Scale-In with MariaDB Xpand 6.1

Overview

MariaDB Xpand 6.1 can be scaled in, which reduces the number of Xpand nodes in the cluster.

Compatibility

Information provided here applies to:

  • MariaDB Xpand 6.1

Use Cases

Some use cases for scale-in:

  • To reduce operating costs following a peak event (i.e., following Cyber-Monday).

  • To allocate servers for other purposes.

  • To remove failing hardware. (See ALTER CLUSTER DROP to drop a permanently failed node.)

Review Target Cluster Configuration

  • MariaDB Xpand requires a minimum of three nodes to support production systems. Going from three or more nodes to a single node is not supported via the steps outlined on this page.

  • When Zones are configured, Xpand requires a minimum of 3 zones.

  • For clusters deployed in zones, Xpand requires an equal number of nodes in each zone.

  • Ensure that the target cluster has has sufficient space. See Allocating Disk Space for Fault Tolerance and Availability.

Scale-In

Step 1: Obtain Node IDs

On any Xpand node, obtain the node ID for each Xpand node that will be removed from the cluster by querying the system.nodeinfo system table:

SELECT *
FROM system.nodeinfo
ORDER BY nodeid;

Step 2: Softfail Nodes

On any Xpand node, softfail one or more Xpand nodes by executing ALTER CLUSTER SOFTFAIL and specifying a comma-separated list of node IDs:

ALTER CLUSTER SOFTFAIL nodeid [, nodeid] ...

When one or more nodes are softfailed, Xpand directs the Rebalancer to move all data from the softfailed nodes to other nodes within the cluster. The Rebalancer performs this task in the background without interrupting queries.

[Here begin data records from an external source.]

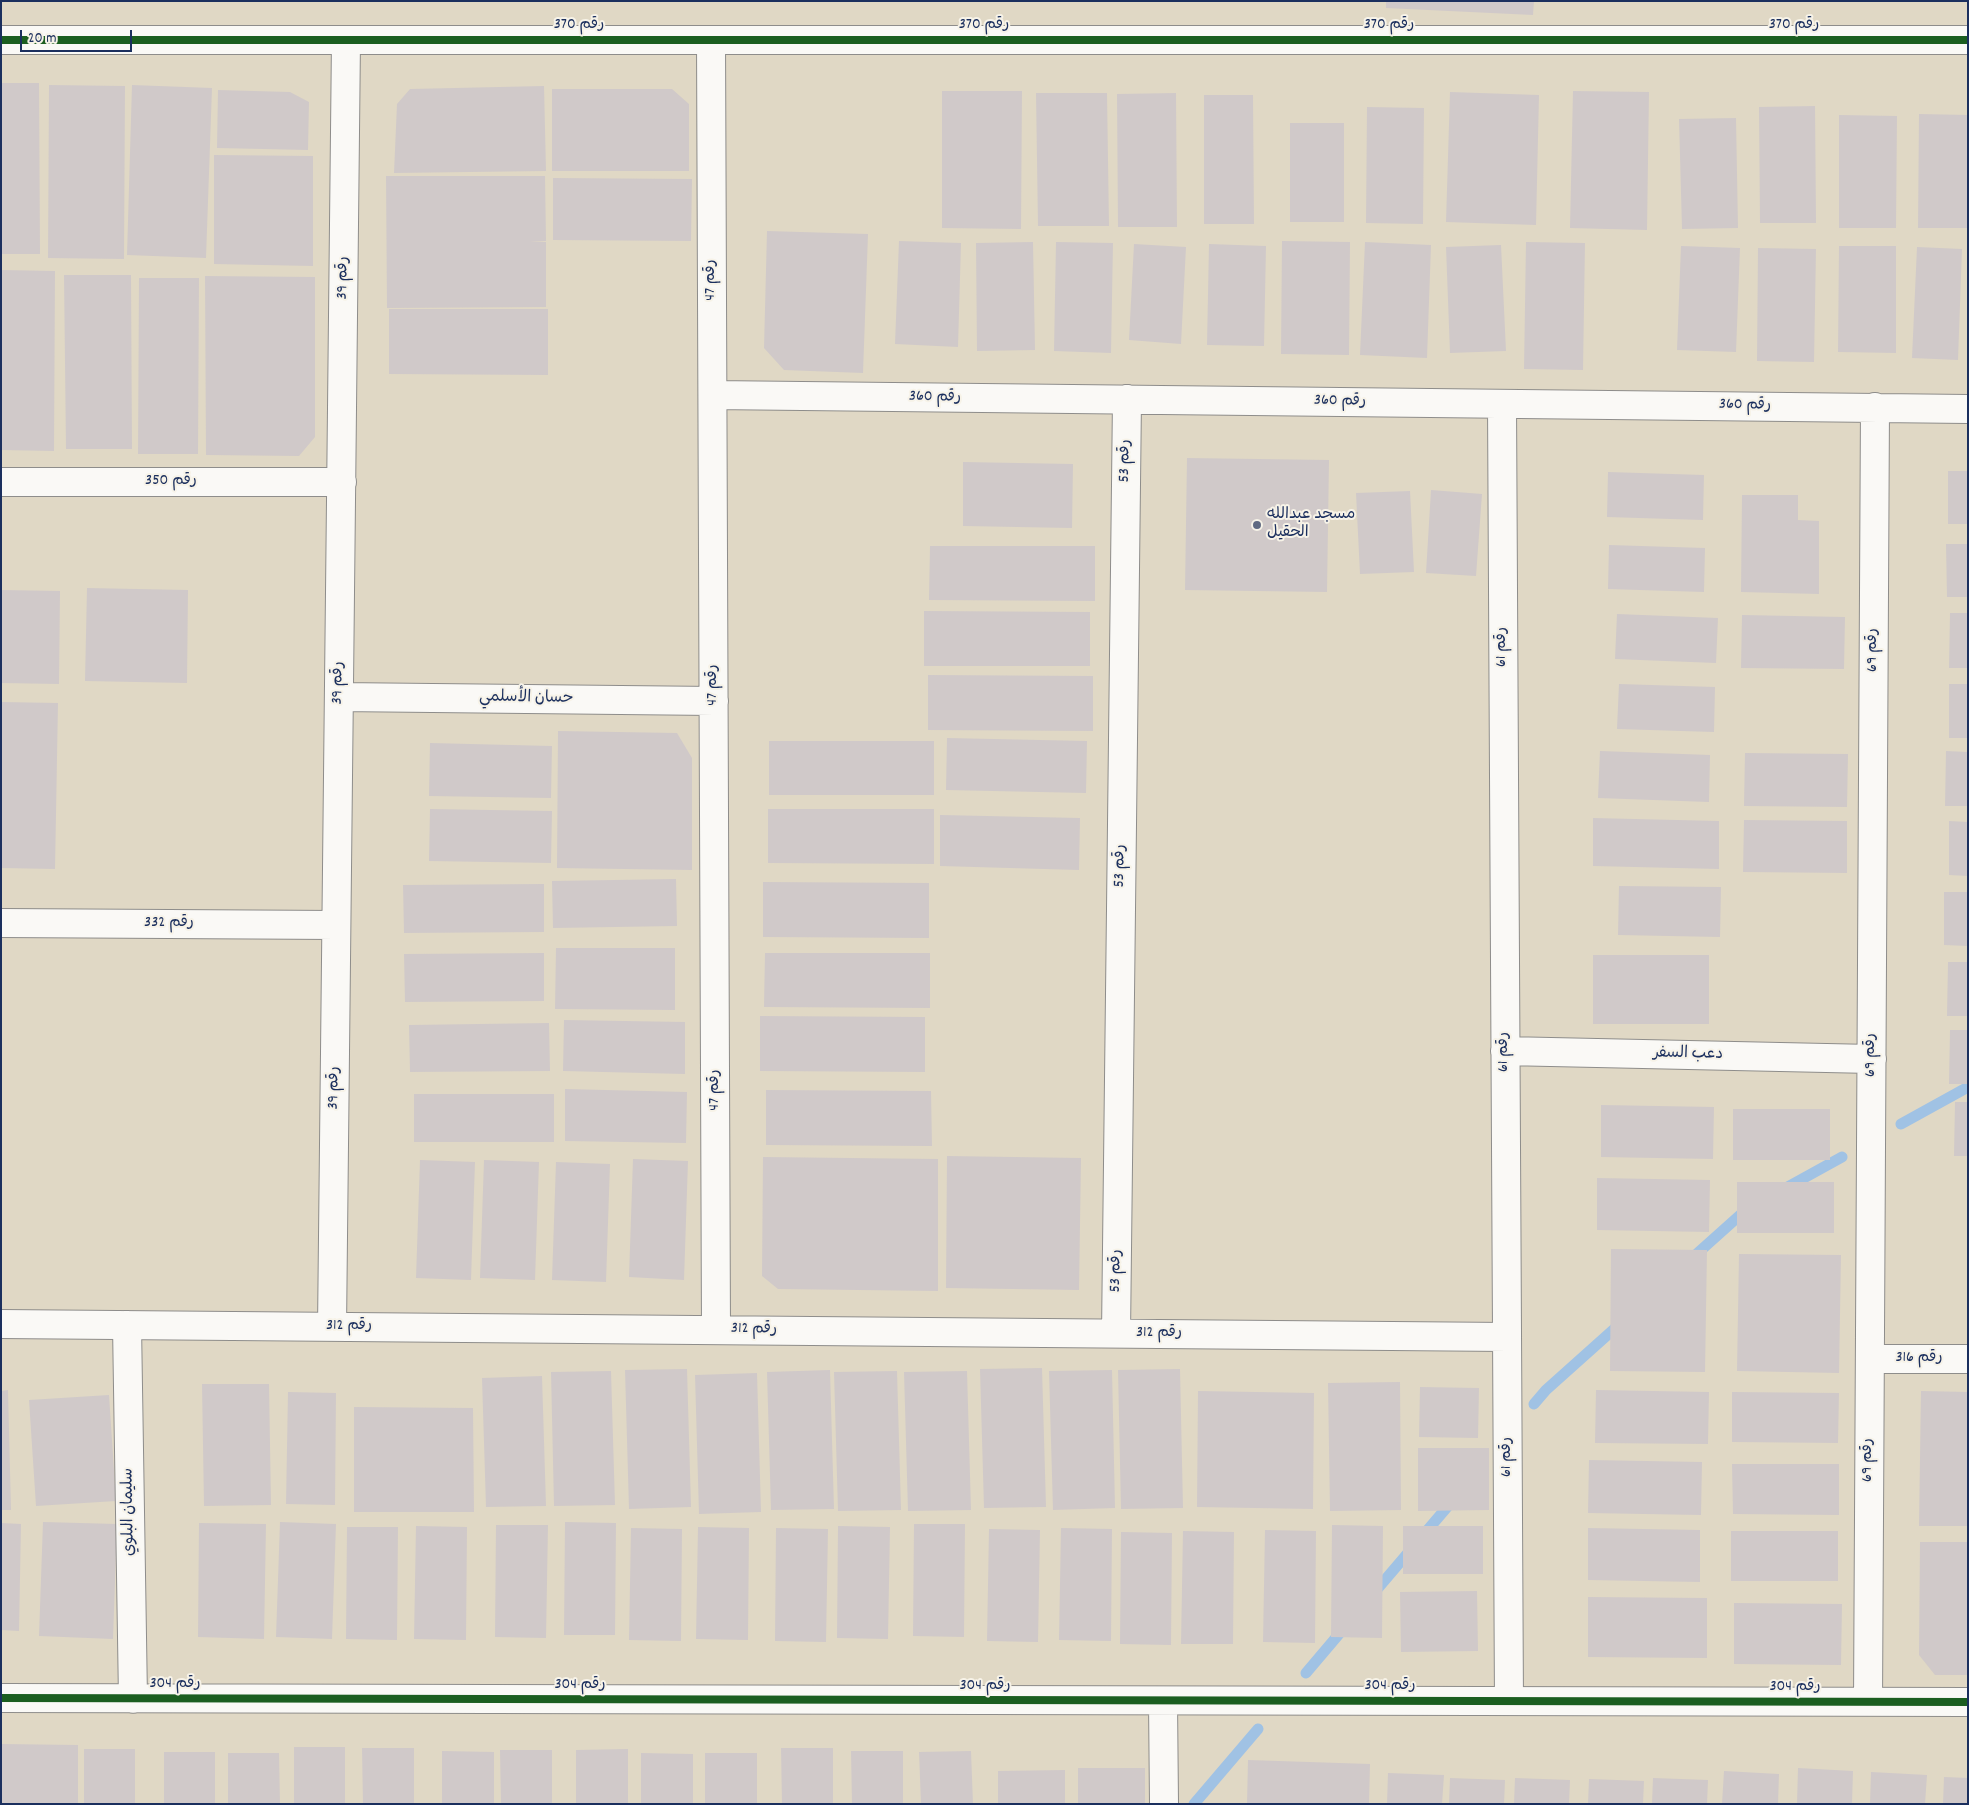 <!DOCTYPE html>
<html>
<head>
<meta charset="utf-8">
<style>
	body { margin:0 }
	#map { position:relative; width:1969px; height:1805px; overflow:hidden; background:#e0d8c5; font-family:Dekko,sans-serif }
	canvas { display:block }
	.frame { position:absolute; inset:0; border:2px solid #1b2f5e; pointer-events:none }
	.scale { position:absolute; left:20px; top:30px; width:112px; height:22px; box-sizing:border-box; border:2px solid #1b2f5e; border-top:0; padding-left:6px; font-size:15px; line-height:18px; white-space:nowrap; color:#1b2f5e; -webkit-text-stroke:4px #f7f3e8; paint-order:stroke }
</style>
</head>
<body>
<div id="map">
<canvas width="1969" height="1805"></canvas>
<div class="frame"></div>
<div class="scale">20 m</div>
</div>
<script>
const context = document.querySelector('canvas').getContext('2d');
context.lineJoin = 'round';
const toPath = rows => new Path2D(rows.map(r => 'M' + r).join(''));
function trace(path, color, width, dash) { context.strokeStyle = color; context.lineWidth = width; context.lineCap = dash ? 'butt' : 'round'; context.setLineDash(dash || []); context.stroke(path); }
function fill(path, color) { context.fillStyle = color; context.fill(path, 'evenodd'); }
function write(font, color, halo, rows, align = 'center') {
  context.font = font + ' Dekko,"Playpen Sans Arabic",sans-serif'; context.lineWidth = 4; context.setLineDash([]); context.textBaseline = 'middle'; context.strokeStyle = halo; context.fillStyle = color; for (const [text, x, y, turn = 0] of rows) {
    context.save(); context.translate(x, y); context.rotate((+turn || 0) * Math.PI / 180); context.textAlign = isNaN(turn) ? turn : align; if (halo) context.strokeText(text, 0, 0); context.fillText(text, 0, 0); context.restore();
  }
}
const stream = toPath([
	[1901,1124,1968,1087],
	[1784,1189,1842,1157],
	[1691,1259,1748,1208],
	[1534,1404,1546,1390,1622,1322],
	[1373,1594,1454,1499],
	[1306,1673,1345,1627],
	[1194,1804,1258,1729]
]);
const building = toPath([
	[1386,1,1534,1,1533,15,1386,8],
	[1,83,39,83,40,254,1,254],
	[49,85,125,86,124,259,48,258],
	[132,85,212,88,206,258,127,255],
	[544,86,546,171,394,173,397,104,410,89],
	[552,89,672,89,689,104,689,171,552,171],
	[218,90,290,92,309,102,308,150,217,148],
	[942,91,1022,91,1021,229,942,228],
	[1573,91,1649,92,1647,230,1570,228],
	[1450,92,1539,95,1536,225,1446,222],
	[1036,93,1107,93,1109,226,1038,226],
	[1176,93,1177,227,1118,227,1117,94],
	[1204,95,1253,95,1254,224,1204,224],
	[1815,106,1816,223,1760,223,1759,107],
	[1367,107,1424,108,1423,224,1366,223],
	[1919,114,1968,115,1968,228,1918,228],
	[1839,115,1897,116,1896,228,1839,228],
	[1736,118,1738,228,1682,229,1679,119],
	[1290,123,1344,123,1344,222,1290,222],
	[214,155,313,156,313,266,214,264],
	[386,176,545,176,546,241,530,242,546,242,546,307,387,308],
	[553,178,692,179,691,241,553,240],
	[767,231,868,234,863,373,784,370,764,348],
	[899,241,961,243,958,347,895,344],
	[1282,241,1350,242,1349,355,1281,354],
	[1033,242,1035,350,977,351,976,243],
	[1056,242,1113,243,1111,353,1054,351],
	[1365,242,1431,245,1427,358,1360,355],
	[1526,242,1585,243,1583,370,1524,369],
	[1134,244,1186,247,1181,344,1129,340],
	[1209,244,1266,246,1264,346,1207,345],
	[1501,245,1506,351,1450,353,1446,247],
	[1681,246,1740,248,1736,352,1677,350],
	[1839,246,1896,246,1896,353,1838,352],
	[1917,247,1962,249,1958,360,1912,358],
	[1758,248,1816,249,1814,362,1757,361],
	[1,270,55,271,54,451,1,450],
	[64,275,131,275,132,449,66,449],
	[205,276,315,277,315,437,299,456,206,455],
	[139,278,199,278,198,454,138,454],
	[389,309,548,309,548,375,389,374],
	[1187,458,1329,460,1327,592,1185,590],
	[963,462,1073,464,1072,528,963,526],
	[1948,471,1968,471,1968,524,1948,524],
	[1608,472,1704,475,1703,520,1607,517],
	[1431,490,1482,494,1476,576,1426,573],
	[1410,491,1414,572,1360,574,1356,493],
	[1742,495,1798,495,1798,520,1819,521,1819,594,1741,592],
	[1946,544,1968,544,1968,597,1947,597],
	[1609,545,1705,548,1704,592,1608,589],
	[930,546,1095,546,1095,601,929,600],
	[87,588,188,590,187,683,85,681],
	[1,590,60,591,59,684,1,683],
	[924,611,1090,612,1090,666,924,666],
	[1950,613,1968,613,1968,668,1949,668],
	[1617,614,1718,618,1716,663,1615,659],
	[1742,615,1845,617,1844,669,1741,668],
	[928,675,1093,676,1093,731,928,730],
	[1619,684,1715,687,1714,732,1617,729],
	[1949,684,1968,684,1968,738,1949,738],
	[1,702,58,703,55,869,1,868],
	[558,731,677,733,692,758,692,870,557,868],
	[947,738,1087,741,1086,793,946,790],
	[769,741,934,741,934,795,769,795],
	[430,743,552,746,551,798,429,796],
	[1600,751,1710,755,1709,802,1598,798],
	[1946,751,1968,752,1968,806,1945,806],
	[1745,753,1848,754,1847,807,1744,806],
	[430,809,552,811,551,863,429,861],
	[768,809,934,809,934,864,768,863],
	[940,815,1080,818,1079,870,940,866],
	[1593,818,1719,821,1719,869,1593,866],
	[1744,820,1847,821,1847,873,1743,872],
	[1949,821,1968,822,1968,876,1949,875],
	[676,879,677,926,553,928,552,881],
	[763,882,929,883,929,938,763,937],
	[544,884,544,932,404,933,403,885],
	[1619,886,1721,887,1720,937,1618,935],
	[1944,892,1968,892,1968,946,1944,945],
	[556,948,675,948,675,1010,555,1009],
	[544,953,544,1001,405,1002,404,954],
	[765,953,930,953,930,1008,764,1007],
	[1593,955,1709,955,1709,1024,1593,1024],
	[1948,962,1968,962,1968,1016,1947,1016],
	[760,1016,925,1017,925,1072,760,1071],
	[564,1020,685,1022,685,1074,563,1071],
	[549,1023,550,1071,410,1072,409,1025],
	[1950,1030,1968,1030,1968,1084,1949,1084],
	[565,1089,687,1092,686,1143,565,1141],
	[766,1090,931,1091,932,1146,766,1145],
	[414,1094,554,1094,554,1142,414,1142],
	[1955,1102,1968,1102,1968,1156,1954,1156],
	[1601,1105,1714,1107,1713,1159,1601,1157],
	[1733,1109,1830,1109,1830,1160,1733,1160],
	[947,1156,1081,1158,1079,1290,946,1288],
	[763,1157,938,1159,938,1291,778,1289,762,1276],
	[633,1159,688,1161,684,1280,629,1277],
	[420,1160,475,1162,471,1280,416,1278],
	[484,1160,539,1162,535,1280,480,1278],
	[556,1162,610,1164,606,1282,552,1280],
	[1597,1178,1710,1180,1709,1232,1597,1230],
	[1737,1182,1834,1182,1834,1233,1737,1233],
	[1611,1249,1707,1250,1705,1372,1610,1371],
	[1739,1254,1841,1255,1839,1373,1737,1371],
	[1042,1368,1046,1507,984,1508,980,1369],
	[687,1369,691,1507,629,1509,625,1370],
	[1180,1369,1183,1508,1121,1509,1118,1370],
	[830,1370,834,1509,771,1510,767,1372],
	[1112,1370,1115,1508,1053,1510,1049,1371],
	[611,1371,615,1505,554,1506,551,1372],
	[897,1371,901,1510,838,1511,834,1372],
	[967,1371,971,1510,908,1511,904,1372],
	[757,1373,761,1512,699,1514,695,1375],
	[542,1376,546,1506,486,1507,482,1378],
	[1400,1382,1401,1510,1330,1511,1328,1383],
	[202,1384,269,1384,271,1505,204,1506],
	[1420,1387,1479,1388,1478,1438,1419,1437],
	[8,1390,11,1510,1,1510,1,1391],
	[1596,1390,1709,1392,1708,1444,1595,1443],
	[1198,1391,1314,1393,1313,1509,1197,1507],
	[1921,1391,1968,1392,1968,1526,1919,1526],
	[288,1392,336,1393,335,1505,286,1504],
	[1732,1392,1839,1393,1838,1443,1732,1442],
	[109,1395,116,1501,36,1506,29,1400],
	[354,1407,473,1408,474,1512,354,1512],
	[1418,1448,1489,1448,1489,1510,1418,1511],
	[1589,1460,1702,1462,1701,1515,1588,1513],
	[1732,1464,1839,1464,1839,1515,1733,1514],
	[43,1522,117,1524,113,1639,39,1636],
	[280,1522,336,1524,332,1639,276,1637],
	[565,1522,616,1523,615,1635,564,1635],
	[1,1523,21,1524,19,1631,1,1630],
	[199,1523,266,1524,264,1639,198,1637],
	[914,1524,965,1524,964,1637,913,1636],
	[496,1525,548,1525,546,1638,495,1637],
	[1332,1525,1383,1526,1382,1638,1331,1637],
	[416,1526,467,1527,466,1640,414,1639],
	[838,1526,890,1527,888,1639,837,1638],
	[1403,1526,1483,1526,1483,1574,1403,1574],
	[347,1527,398,1527,397,1640,346,1639],
	[698,1527,749,1528,748,1640,696,1639],
	[631,1528,682,1529,681,1641,629,1640],
	[776,1528,828,1529,826,1642,775,1641],
	[1061,1528,1112,1529,1111,1641,1059,1640],
	[1588,1528,1700,1530,1700,1582,1588,1580],
	[989,1529,1040,1530,1038,1642,987,1641],
	[1265,1530,1316,1531,1315,1643,1263,1642],
	[1183,1531,1234,1532,1233,1644,1181,1644],
	[1731,1531,1838,1531,1838,1581,1731,1581],
	[1121,1532,1172,1533,1171,1645,1120,1644],
	[1920,1542,1968,1542,1968,1675,1935,1675,1919,1655],
	[1477,1591,1478,1651,1401,1652,1400,1592],
	[1588,1597,1707,1598,1707,1658,1588,1657],
	[1734,1603,1842,1604,1841,1665,1734,1664],
	[1,1744,78,1745,78,1804,1,1804],
	[294,1747,345,1747,345,1804,294,1804],
	[362,1748,414,1748,414,1804,363,1804],
	[781,1748,833,1748,833,1804,782,1804],
	[84,1749,135,1749,135,1804,84,1804],
	[628,1749,628,1804,576,1804,576,1750],
	[500,1750,552,1750,552,1804,501,1804],
	[442,1751,494,1752,494,1804,442,1804],
	[851,1751,903,1751,903,1804,852,1804],
	[971,1751,973,1804,921,1804,919,1752],
	[164,1752,215,1752,215,1804,164,1804],
	[228,1753,279,1753,280,1804,228,1804],
	[641,1753,693,1754,693,1804,641,1804],
	[705,1753,757,1753,757,1804,705,1804],
	[1248,1760,1370,1764,1369,1804,1247,1804],
	[1078,1768,1145,1768,1145,1804,1078,1804],
	[1798,1768,1853,1771,1852,1804,1797,1804],
	[1065,1770,1065,1804,998,1804,998,1771],
	[1724,1771,1779,1774,1778,1804,1722,1804],
	[1871,1772,1927,1775,1925,1804,1870,1804],
	[1388,1773,1444,1775,1442,1804,1387,1804],
	[1944,1777,1968,1778,1968,1804,1943,1804],
	[1450,1778,1505,1780,1504,1804,1449,1804],
	[1515,1778,1570,1780,1569,1804,1514,1804],
	[1653,1778,1708,1780,1707,1804,1652,1804],
	[1589,1779,1644,1781,1643,1804,1588,1804]
]);
const minor = toPath([
	[1,40,1968,40],
	[711,40,716,1330],
	[713,395,1968,409],
	[1502,404,1509,1701],
	[1,482,342,482],
	[339,697,714,701],
	[1,923,336,925],
	[1505,1051,1872,1059],
	[1,1324,1507,1337],
	[127,1325,133,1699],
	[332,1327,346,40],
	[1116,1333,1127,399],
	[1870,1359,1968,1359],
	[1,1698,1968,1702],
	[1163,1701,1164,1804],
	[1868,1702,1875,407]
]);
const cycleway = toPath([
	[1,40,1968,40],
	[1,1698,1968,1702]
]);
const markers = [
	[1257,525,5,"#606a82"]
];
const streetNames = [
	["رقم 370",579,26],
	["رقم 370",984,26],
	["رقم 370",1389,26],
	["رقم 370",1794,26],
	["رقم 39",344,278,-89],
	["رقم 47",712,280,-90],
	["رقم 360",935,398,1],
	["رقم 360",1340,402,1],
	["رقم 360",1745,406,1],
	["رقم 53",1126,461,-89],
	["رقم 350",171,482],
	["رقم 61",1503,647,-90],
	["رقم 69",1874,650,-90],
	["رقم 39",339,683,-89],
	["رقم 47",714,685,-90],
	["حسان الأسلمي",526,699,1],
	["رقم 53",1121,866,-89],
	["رقم 332",169,924],
	["رقم 61",1505,1052,-90],
	["دعب السفر",1688,1055,1],
	["رقم 69",1872,1055,-90],
	["رقم 39",335,1088,-89],
	["رقم 47",716,1090,-90],
	["رقم 53",1117,1271,-89],
	["رقم 312",349,1327],
	["رقم 312",754,1330,1],
	["رقم 312",1159,1334],
	["رقم 316",1919,1359],
	["رقم 61",1508,1457,-90],
	["رقم 69",1869,1460,-90],
	["سليمان البلوي",130,1512,-91],
	["رقم 304",175,1685],
	["رقم 304",580,1686],
	["رقم 304",985,1687],
	["رقم 304",1390,1687],
	["رقم 304",1795,1688]
];
const poiNames = [
	["مسجد عبدالله",1267,516],
	["الحقيل",1267,534]
];
trace(stream, '#a0c2e4', 11);
fill(building, '#d0c9c9');
trace(minor, '#8e8d8b', 30);
trace(minor, '#faf9f6', 28);
trace(cycleway, '#1b5e20', 8);
for (const [x, y, r, color] of markers) { const dot = new Path2D(); dot.arc(x, y, r, 0, 2 * Math.PI); context.fillStyle = color; context.fill(dot); trace(dot, '#f7f3e8', 2); }
write('16px', '#1b2f5e', '#f7f3e8', streetNames);
write('16px', '#1b2f5e', '#f7f3e8', poiNames, 'left');
</script>
</body>
</html>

Step 3: Verify Softfailed Nodes

On any Xpand node, verify that the specified Xpand nodes are softfailed by querying the system.softfailed_nodes system table:

SELECT *
FROM system.softfailed_nodes;
+--------+-------+
| nodeid | ready |
+--------+-------+
|      9 |     0 |
|     10 |     0 |
+--------+-------+

When the ready column for a node is 0, the node is being softfailed, but it is not yet ready for removal.

Step 4: If Binary Logs Are Enabled, Reform the Cluster

If your Xpand cluster does not have binary logs, skip this step and continue starting from "Step 5: Wait for Softfail".

If your Xpand cluster has binary logs, the cluster should be reformed, so that Xpand designates the Rebalancer to reprotect the binary logs.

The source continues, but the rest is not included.